Monday, May 30, 2016

Masyarakat Adat Baduy Krisis Lahan Pertanian

Jaro Saija menyerahkan selendang tenun Suat Baduy kepada Rizki Sisindra, utusan Kemenko PMK, Senin (30/5) di Desa Kanekes. Phtoto by Mering (Kemitraan)

Pertambahan jumlah penduduk yang terus meningkat setiap tahun membuat masyarakat Baduy di Desa Kanekes, Kecamatan Leuwidamar, Kabupaten Lebak, Provinsi Banten, kekurangan lahan untuk pertanian dan peruntukan lainnya.

Demikian disampaikan oleh Jaro (Kepala Desa) Kanekes, Saija, di hadapan utusan Kementerian Koordinator Pemberdayaan Manusia dan Kebudayaan, Senin (30/5).

"Tanpa lahan untuk ngahuma (berladang), eksistensi orang Baduy akan terancam. Karena ngahuma adalah bagian dari upaya menegakkan agama dan adat istiadat kami orang Baduy," kata Saija.

Berdasarkan hasil sensus tahun 2016, populasi orang Baduy sudah mencapai 11.654 jiwa, sedangkan total luas lahan yang dimiliki kurang dari 6000 hektar. Pertumbuhan jumlah penduduk Baduy sejak tahun 90-an telah mencapai 40 persen. 

Dari luasan tersebut 60 persen tidak boleh digarap, karena telah ditetapkan secara adat sebagai kawasan lindung atau dalam bahsa Baduy disebut Leuweung Kolot

Wilayah ini dipertahankan sebagai kawasan konservasi yang menurut tradisi mereka tak boleh dirusak. Sementara yang boleh digarap untuk lahan pertanian, perkebunan, pemukiman, dan peruntukan lainnya tak lebih 2000 hektar saja.

Salah seorang Kaur Ekonomi dan Pembangunan Desa Kanekes, Arman mengatakan kekurangan akan lahan tersebut sebenarnya sudah dirasakan warga Baduy sejak tahun 80-90-an. 

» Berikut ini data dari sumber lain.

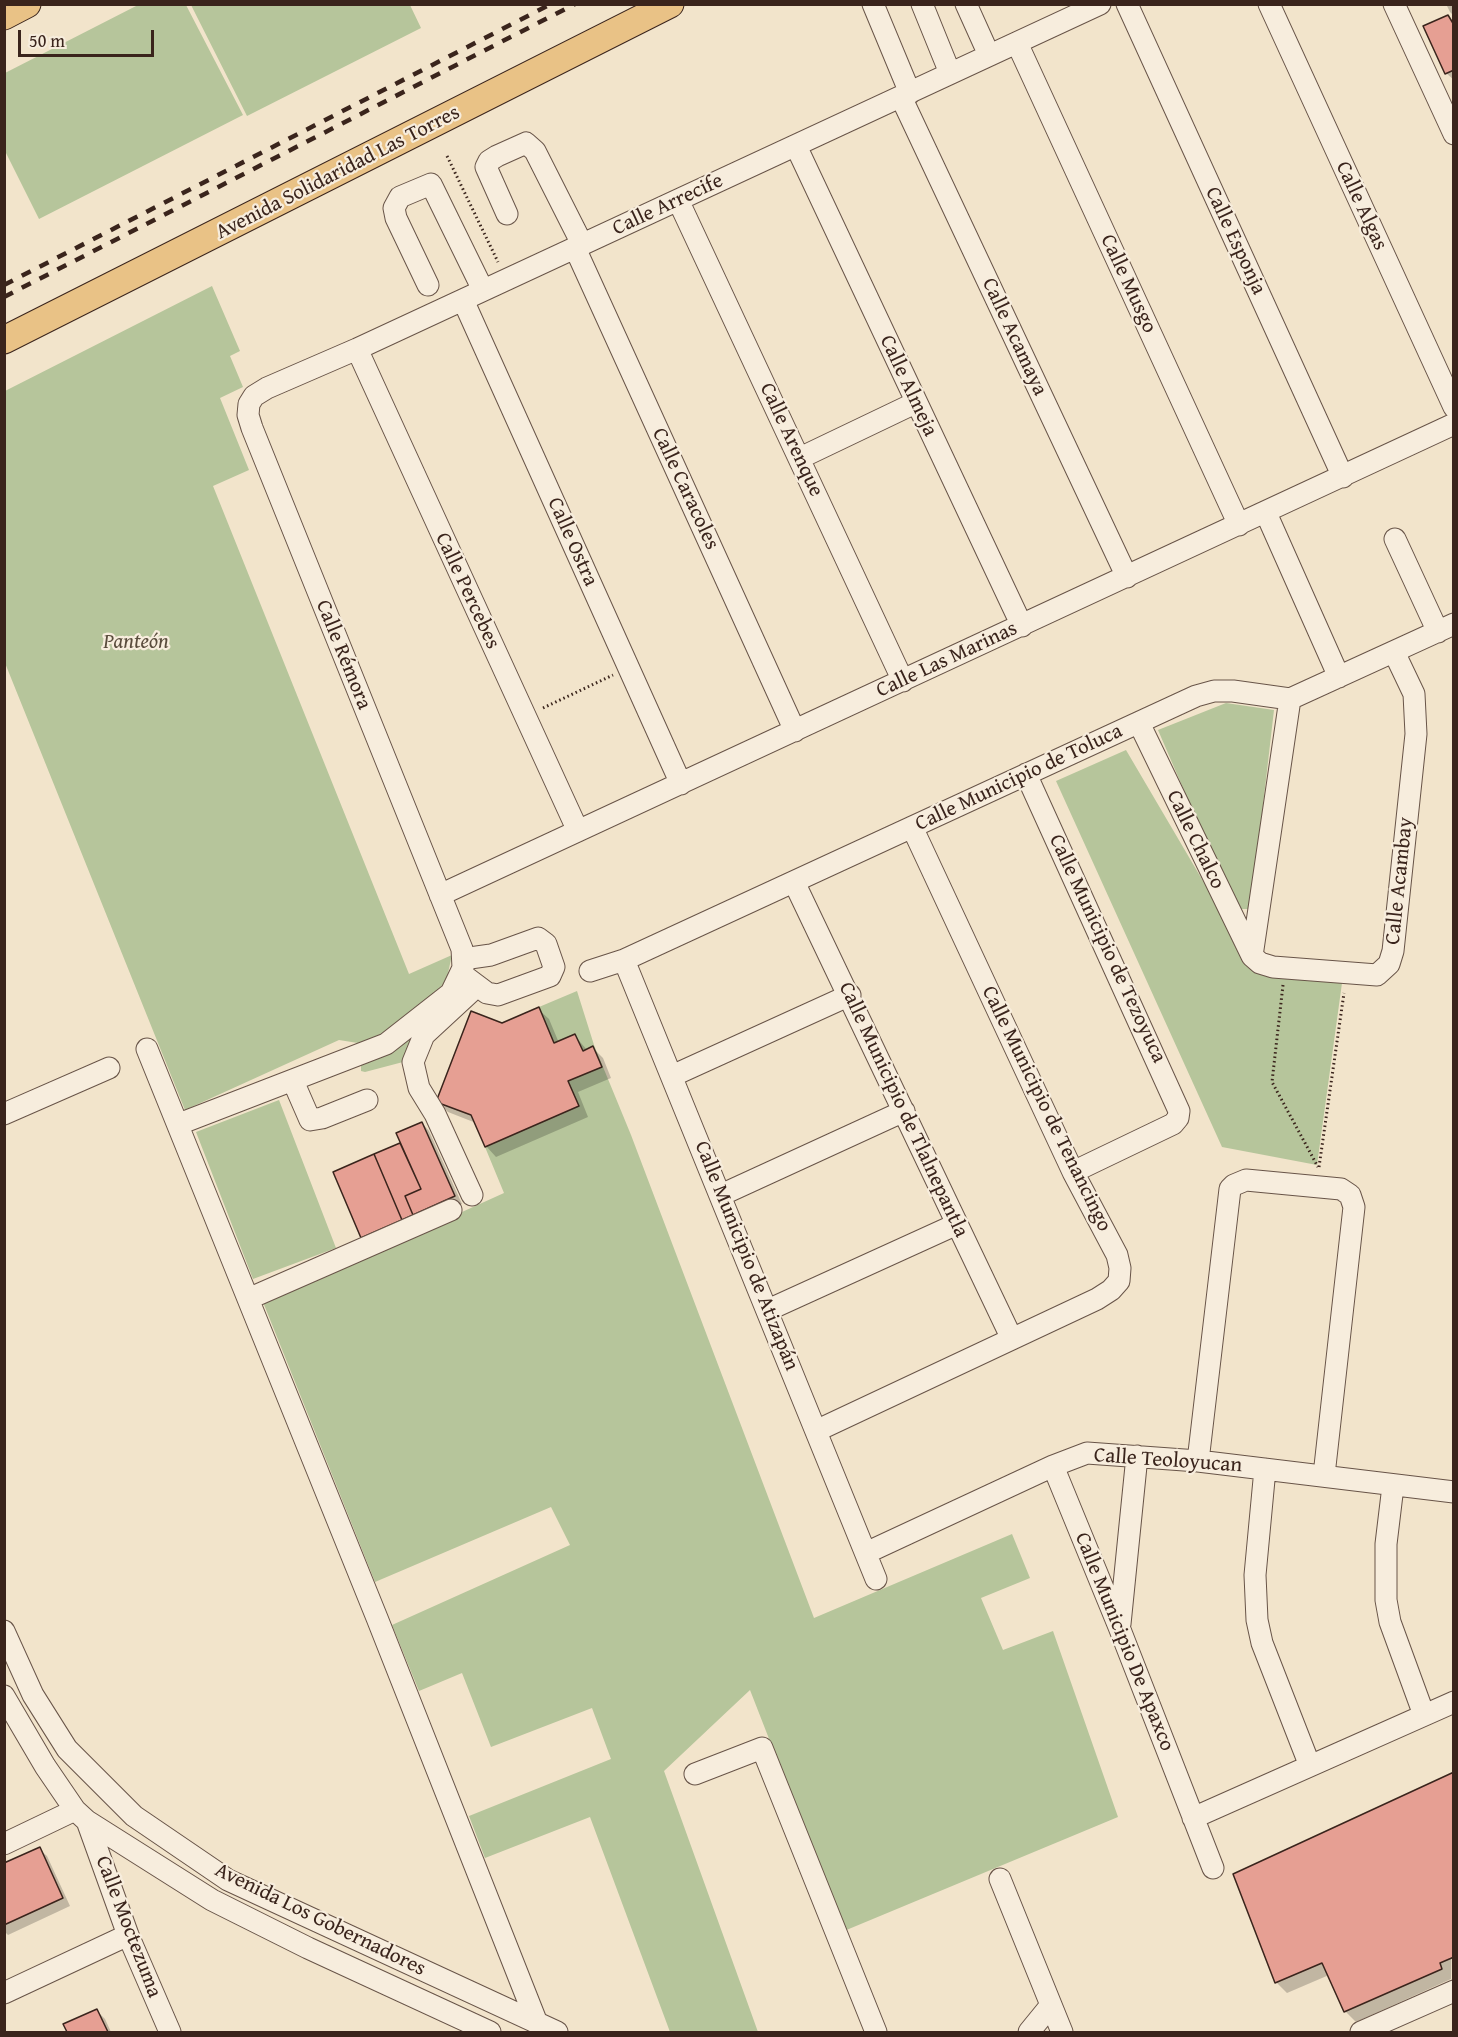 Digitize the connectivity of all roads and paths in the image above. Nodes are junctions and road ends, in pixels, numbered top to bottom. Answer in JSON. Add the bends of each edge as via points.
{"nodes":[{"id":1,"x":27,"y":4,"type":"edge"},
{"id":2,"x":670,"y":4,"type":"edge"},
{"id":3,"x":873,"y":4,"type":"edge"},
{"id":4,"x":922,"y":4,"type":"edge"},
{"id":5,"x":966,"y":4,"type":"edge"},
{"id":6,"x":1100,"y":4,"type":"edge"},
{"id":7,"x":1127,"y":4,"type":"edge"},
{"id":8,"x":1269,"y":4,"type":"edge"},
{"id":9,"x":1394,"y":4,"type":"edge"},
{"id":10,"x":4,"y":16,"type":"edge"},
{"id":11,"x":1017,"y":43,"type":"junction"},
{"id":12,"x":989,"y":55,"type":"junction"},
{"id":13,"x":950,"y":73,"type":"junction"},
{"id":14,"x":905,"y":95,"type":"junction"},
{"id":15,"x":1454,"y":134,"type":"edge"},
{"id":16,"x":796,"y":146,"type":"junction"},
{"id":17,"x":447,"y":156,"type":"dead end"},
{"id":18,"x":678,"y":200,"type":"junction"},
{"id":19,"x":507,"y":214,"type":"dead end"},
{"id":20,"x":578,"y":246,"type":"junction"},
{"id":21,"x":506,"y":279,"type":"junction"},
{"id":22,"x":429,"y":285,"type":"dead end"},
{"id":23,"x":483,"y":290,"type":"junction"},
{"id":24,"x":463,"y":300,"type":"junction"},
{"id":25,"x":4,"y":340,"type":"edge"},
{"id":26,"x":357,"y":349,"type":"junction"},
{"id":27,"x":915,"y":403,"type":"junction"},
{"id":28,"x":1454,"y":407,"type":"edge"},
{"id":29,"x":248,"y":415,"type":"joint"},
{"id":30,"x":1454,"y":424,"type":"edge"},
{"id":31,"x":800,"y":458,"type":"junction"},
{"id":32,"x":1343,"y":477,"type":"junction"},
{"id":33,"x":1266,"y":513,"type":"junction"},
{"id":34,"x":1239,"y":525,"type":"junction"},
{"id":35,"x":1395,"y":539,"type":"dead end"},
{"id":36,"x":1127,"y":577,"type":"junction"},
{"id":37,"x":1022,"y":626,"type":"junction"},
{"id":38,"x":1446,"y":628,"type":"edge"},
{"id":39,"x":1394,"y":652,"type":"junction"},
{"id":40,"x":628,"y":668,"type":"junction"},
{"id":41,"x":1339,"y":677,"type":"junction"},
{"id":42,"x":903,"y":681,"type":"junction"},
{"id":43,"x":1290,"y":699,"type":"junction"},
{"id":44,"x":525,"y":717,"type":"junction"},
{"id":45,"x":1139,"y":723,"type":"junction"},
{"id":46,"x":795,"y":731,"type":"junction"},
{"id":47,"x":1026,"y":774,"type":"junction"},
{"id":48,"x":681,"y":784,"type":"junction"},
{"id":49,"x":912,"y":827,"type":"junction"},
{"id":50,"x":578,"y":831,"type":"junction"},
{"id":51,"x":794,"y":882,"type":"junction"},
{"id":52,"x":440,"y":895,"type":"junction"},
{"id":53,"x":1252,"y":956,"type":"junction"},
{"id":54,"x":624,"y":960,"type":"junction"},
{"id":55,"x":1285,"y":969,"type":"junction"},
{"id":56,"x":590,"y":971,"type":"dead end"},
{"id":57,"x":467,"y":973,"type":"junction"},
{"id":58,"x":1347,"y":973,"type":"junction"},
{"id":59,"x":850,"y":995,"type":"junction"},
{"id":60,"x":147,"y":1049,"type":"dead end"},
{"id":61,"x":109,"y":1068,"type":"dead end"},
{"id":62,"x":672,"y":1076,"type":"junction"},
{"id":63,"x":293,"y":1081,"type":"junction"},
{"id":64,"x":367,"y":1100,"type":"dead end"},
{"id":65,"x":904,"y":1111,"type":"junction"},
{"id":66,"x":4,"y":1114,"type":"edge"},
{"id":67,"x":179,"y":1124,"type":"junction"},
{"id":68,"x":1072,"y":1172,"type":"junction"},
{"id":69,"x":472,"y":1195,"type":"dead end"},
{"id":70,"x":721,"y":1195,"type":"junction"},
{"id":71,"x":451,"y":1210,"type":"dead end"},
{"id":72,"x":957,"y":1224,"type":"junction"},
{"id":73,"x":248,"y":1299,"type":"junction"},
{"id":74,"x":768,"y":1311,"type":"junction"},
{"id":75,"x":1012,"y":1339,"type":"junction"},
{"id":76,"x":816,"y":1431,"type":"junction"},
{"id":77,"x":1137,"y":1456,"type":"junction"},
{"id":78,"x":1198,"y":1461,"type":"junction"},
{"id":79,"x":1053,"y":1466,"type":"junction"},
{"id":80,"x":1265,"y":1469,"type":"junction"},
{"id":81,"x":1324,"y":1475,"type":"junction"},
{"id":82,"x":1393,"y":1486,"type":"junction"},
{"id":83,"x":1454,"y":1492,"type":"edge"},
{"id":84,"x":866,"y":1552,"type":"junction"},
{"id":85,"x":876,"y":1579,"type":"dead end"},
{"id":86,"x":1119,"y":1627,"type":"junction"},
{"id":87,"x":4,"y":1632,"type":"edge"},
{"id":88,"x":4,"y":1696,"type":"edge"},
{"id":89,"x":1454,"y":1702,"type":"edge"},
{"id":90,"x":1424,"y":1715,"type":"junction"},
{"id":91,"x":1310,"y":1766,"type":"junction"},
{"id":92,"x":695,"y":1774,"type":"dead end"},
{"id":93,"x":81,"y":1815,"type":"junction"},
{"id":94,"x":1193,"y":1818,"type":"junction"},
{"id":95,"x":4,"y":1844,"type":"edge"},
{"id":96,"x":1213,"y":1868,"type":"dead end"},
{"id":97,"x":1000,"y":1879,"type":"dead end"},
{"id":98,"x":128,"y":1935,"type":"junction"},
{"id":99,"x":1454,"y":1991,"type":"edge"},
{"id":100,"x":4,"y":1993,"type":"edge"},
{"id":101,"x":1051,"y":2005,"type":"junction"},
{"id":102,"x":537,"y":2023,"type":"junction"},
{"id":103,"x":170,"y":2032,"type":"edge"},
{"id":104,"x":490,"y":2032,"type":"edge"},
{"id":105,"x":557,"y":2032,"type":"edge"},
{"id":106,"x":876,"y":2032,"type":"edge"},
{"id":107,"x":1029,"y":2032,"type":"edge"},
{"id":108,"x":1062,"y":2032,"type":"edge"},
{"id":109,"x":1361,"y":2032,"type":"edge"}],
"edges":[{"from":1,"to":10,"type":"main road"},
{"from":2,"to":25,"type":"main road","name":"Avenida Solidaridad Las Torres"},
{"from":3,"to":14,"type":"street","name":"Calle Acamaya"},
{"from":4,"to":13,"type":"street"},
{"from":5,"to":12,"type":"street"},
{"from":6,"to":11,"type":"street","name":"Calle Arrecife"},
{"from":7,"to":32,"type":"street","name":"Calle Esponja"},
{"from":8,"to":28,"type":"street","name":"Calle Algas"},
{"from":9,"to":15,"type":"street"},
{"from":11,"to":12,"type":"street","name":"Calle Arrecife"},
{"from":11,"to":34,"type":"street","name":"Calle Musgo"},
{"from":12,"to":13,"type":"street","name":"Calle Arrecife"},
{"from":13,"to":14,"type":"street","name":"Calle Arrecife"},
{"from":14,"to":16,"type":"street","name":"Calle Arrecife"},
{"from":14,"to":36,"type":"street","name":"Calle Acamaya"},
{"from":16,"to":18,"type":"street","name":"Calle Arrecife"},
{"from":16,"to":27,"type":"street","name":"Calle Almeja"},
{"from":17,"to":21,"type":"path"},
{"from":18,"to":20,"type":"street","name":"Calle Arrecife"},
{"from":18,"to":31,"type":"street","name":"Calle Arenque"},
{"from":19,"to":20,"type":"street","name":"Calle Caracoles","via":[[486,167],[497,156],[526,143],[535,151]]},
{"from":20,"to":21,"type":"street","name":"Calle Arrecife"},
{"from":20,"to":46,"type":"street","name":"Calle Caracoles"},
{"from":21,"to":23,"type":"street","name":"Calle Arrecife"},
{"from":22,"to":23,"type":"street","via":[[394,208],[400,197],[431,184]]},
{"from":23,"to":24,"type":"street","name":"Calle Arrecife"},
{"from":24,"to":26,"type":"street","name":"Calle Arrecife"},
{"from":24,"to":40,"type":"street","name":"Calle Ostra"},
{"from":26,"to":29,"type":"street","name":"Calle Arrecife","via":[[267,388],[255,396]]},
{"from":26,"to":44,"type":"street","name":"Calle Percebes"},
{"from":27,"to":31,"type":"street"},
{"from":27,"to":37,"type":"street","name":"Calle Almeja"},
{"from":29,"to":52,"type":"street","name":"Calle Rémora"},
{"from":30,"to":32,"type":"street","name":"Calle Las Marinas"},
{"from":31,"to":42,"type":"street","name":"Calle Arenque"},
{"from":32,"to":33,"type":"street","name":"Calle Las Marinas"},
{"from":33,"to":34,"type":"street","name":"Calle Las Marinas"},
{"from":33,"to":41,"type":"street"},
{"from":34,"to":36,"type":"street","name":"Calle Las Marinas"},
{"from":35,"to":38,"type":"street"},
{"from":36,"to":37,"type":"street","name":"Calle Las Marinas"},
{"from":37,"to":42,"type":"street","name":"Calle Las Marinas"},
{"from":38,"to":39,"type":"street"},
{"from":39,"to":41,"type":"street"},
{"from":39,"to":58,"type":"street","name":"Calle Acambay","via":[[1408,679],[1417,711],[1393,951],[1389,964],[1377,975]]},
{"from":40,"to":44,"type":"path"},
{"from":40,"to":48,"type":"street","name":"Calle Ostra"},
{"from":41,"to":43,"type":"street"},
{"from":42,"to":46,"type":"street","name":"Calle Las Marinas"},
{"from":43,"to":45,"type":"street","name":"Calle Municipio de Toluca","via":[[1214,691]]},
{"from":43,"to":53,"type":"street"},
{"from":44,"to":50,"type":"street","name":"Calle Percebes"},
{"from":45,"to":47,"type":"street","name":"Calle Municipio de Toluca"},
{"from":45,"to":53,"type":"street","name":"Calle Chalco"},
{"from":46,"to":48,"type":"street","name":"Calle Las Marinas"},
{"from":47,"to":49,"type":"street","name":"Calle Municipio de Toluca"},
{"from":47,"to":68,"type":"street","name":"Calle Municipio de Tezoyuca","via":[[1176,1100],[1178,1118],[1173,1124]]},
{"from":48,"to":50,"type":"street","name":"Calle Las Marinas"},
{"from":49,"to":51,"type":"street","name":"Calle Municipio de Toluca"},
{"from":49,"to":68,"type":"street","name":"Calle Municipio de Tenancingo"},
{"from":50,"to":52,"type":"street","name":"Calle Las Marinas"},
{"from":51,"to":54,"type":"street","name":"Calle Municipio de Toluca"},
{"from":51,"to":59,"type":"street","name":"Calle Municipio de Tlalnepantla"},
{"from":52,"to":57,"type":"street","name":"Calle Rémora","via":[[462,949]]},
{"from":53,"to":55,"type":"street","name":"Calle Acambay","via":[[1260,963]]},
{"from":54,"to":56,"type":"street","name":"Calle Municipio de Toluca"},
{"from":54,"to":62,"type":"street","name":"Calle Municipio de Atizapán"},
{"from":55,"to":58,"type":"street","name":"Calle Acambay"},
{"from":55,"to":58,"type":"path","via":[[1272,1082],[1319,1169]]},
{"from":57,"to":63,"type":"street","via":[[451,993],[395,1039]]},
{"from":57,"to":69,"type":"street","via":[[424,1035],[413,1062],[419,1088]]},
{"from":59,"to":62,"type":"street"},
{"from":59,"to":65,"type":"street","name":"Calle Municipio de Tlalnepantla"},
{"from":60,"to":67,"type":"street"},
{"from":61,"to":66,"type":"street"},
{"from":62,"to":70,"type":"street","name":"Calle Municipio de Atizapán"},
{"from":63,"to":64,"type":"street","via":[[310,1120]]},
{"from":63,"to":67,"type":"street"},
{"from":65,"to":70,"type":"street"},
{"from":65,"to":72,"type":"street","name":"Calle Municipio de Tlalnepantla"},
{"from":67,"to":73,"type":"street"},
{"from":68,"to":75,"type":"street","name":"Calle Municipio de Tenancingo","via":[[1117,1255],[1119,1281],[1097,1299]]},
{"from":70,"to":74,"type":"street","name":"Calle Municipio de Atizapán"},
{"from":71,"to":73,"type":"street"},
{"from":72,"to":74,"type":"street"},
{"from":72,"to":75,"type":"street","name":"Calle Municipio de Tlalnepantla"},
{"from":73,"to":102,"type":"street"},
{"from":74,"to":76,"type":"street","name":"Calle Municipio de Atizapán"},
{"from":75,"to":76,"type":"street"},
{"from":76,"to":84,"type":"street","name":"Calle Municipio de Atizapán"},
{"from":77,"to":78,"type":"street","name":"Calle Teoloyucan"},
{"from":77,"to":79,"type":"street","name":"Calle Teoloyucan","via":[[1088,1453]]},
{"from":77,"to":86,"type":"street"},
{"from":78,"to":80,"type":"street","name":"Calle Teoloyucan"},
{"from":78,"to":81,"type":"street","via":[[1230,1189],[1246,1180],[1333,1188],[1347,1191],[1354,1207]]},
{"from":79,"to":84,"type":"street","name":"Calle Teoloyucan"},
{"from":79,"to":86,"type":"street","name":"Calle Municipio De Apaxco"},
{"from":80,"to":81,"type":"street","name":"Calle Teoloyucan"},
{"from":80,"to":91,"type":"street","via":[[1255,1575],[1257,1620],[1262,1643]]},
{"from":81,"to":82,"type":"street","name":"Calle Teoloyucan"},
{"from":82,"to":83,"type":"street","name":"Calle Teoloyucan"},
{"from":82,"to":90,"type":"street","via":[[1386,1544],[1386,1600],[1390,1622]]},
{"from":84,"to":85,"type":"street","name":"Calle Municipio de Atizapán"},
{"from":86,"to":94,"type":"street","name":"Calle Municipio De Apaxco"},
{"from":87,"to":102,"type":"street","name":"Avenida Los Gobernadores","via":[[33,1695],[67,1749],[134,1816],[228,1880]]},
{"from":88,"to":93,"type":"street","name":"Avenida Los Gobernadores","via":[[39,1758]]},
{"from":89,"to":90,"type":"street"},
{"from":90,"to":91,"type":"street"},
{"from":91,"to":94,"type":"street"},
{"from":92,"to":106,"type":"street","via":[[762,1748]]},
{"from":93,"to":95,"type":"street"},
{"from":93,"to":98,"type":"street","name":"Calle Moctezuma"},
{"from":93,"to":104,"type":"street","name":"Avenida Los Gobernadores","via":[[212,1900]]},
{"from":94,"to":96,"type":"street","name":"Calle Municipio De Apaxco"},
{"from":97,"to":101,"type":"street"},
{"from":98,"to":100,"type":"street"},
{"from":98,"to":103,"type":"street","name":"Calle Moctezuma"},
{"from":99,"to":109,"type":"street"},
{"from":101,"to":107,"type":"street"},
{"from":101,"to":108,"type":"street"},
{"from":102,"to":105,"type":"street","name":"Avenida Los Gobernadores"}]}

Meskipun Pemkab Lebak sudah menerbitkan Peraturan Daerah No 32 Tahun 2001 tentang Perlindungan Hak atas Ulayat Baduy, dengan luas wilayah lebih dari 5000 hektar, namun ternyata tidak mampu menjawab persoalan krisis lahan bagi masyarakat Baduy tersebut.

Saija menambahkan,  kebutuhan lahan yang baru sudah diidentifikasi untuk ngahuma sekitar 60 hektar. Luas tersebut menurut dia baru untuk para tetua adat  Baduy Dalam yang berjumlah sekitar 30 orang. 

"Perhitungan sederhananya adalah, dari jumlah perangkat adat di dalam masyarakat Baduy Dalam, tadi dikalikan 2 hektar," kata Saija.

Karena itu pihaknya sudah mengajukan permohonan kepada Pemerintah Republik Indonesia melalui Kecamatan Leuwidamar, dan Pemkab Lebak untuk menambah luasan kawasan hak ulayat yang sudah terasa sangat sempit tersebut.

"Namun sampai sekarang, belum ada jawaban dari pemerintah," pungkas Saija.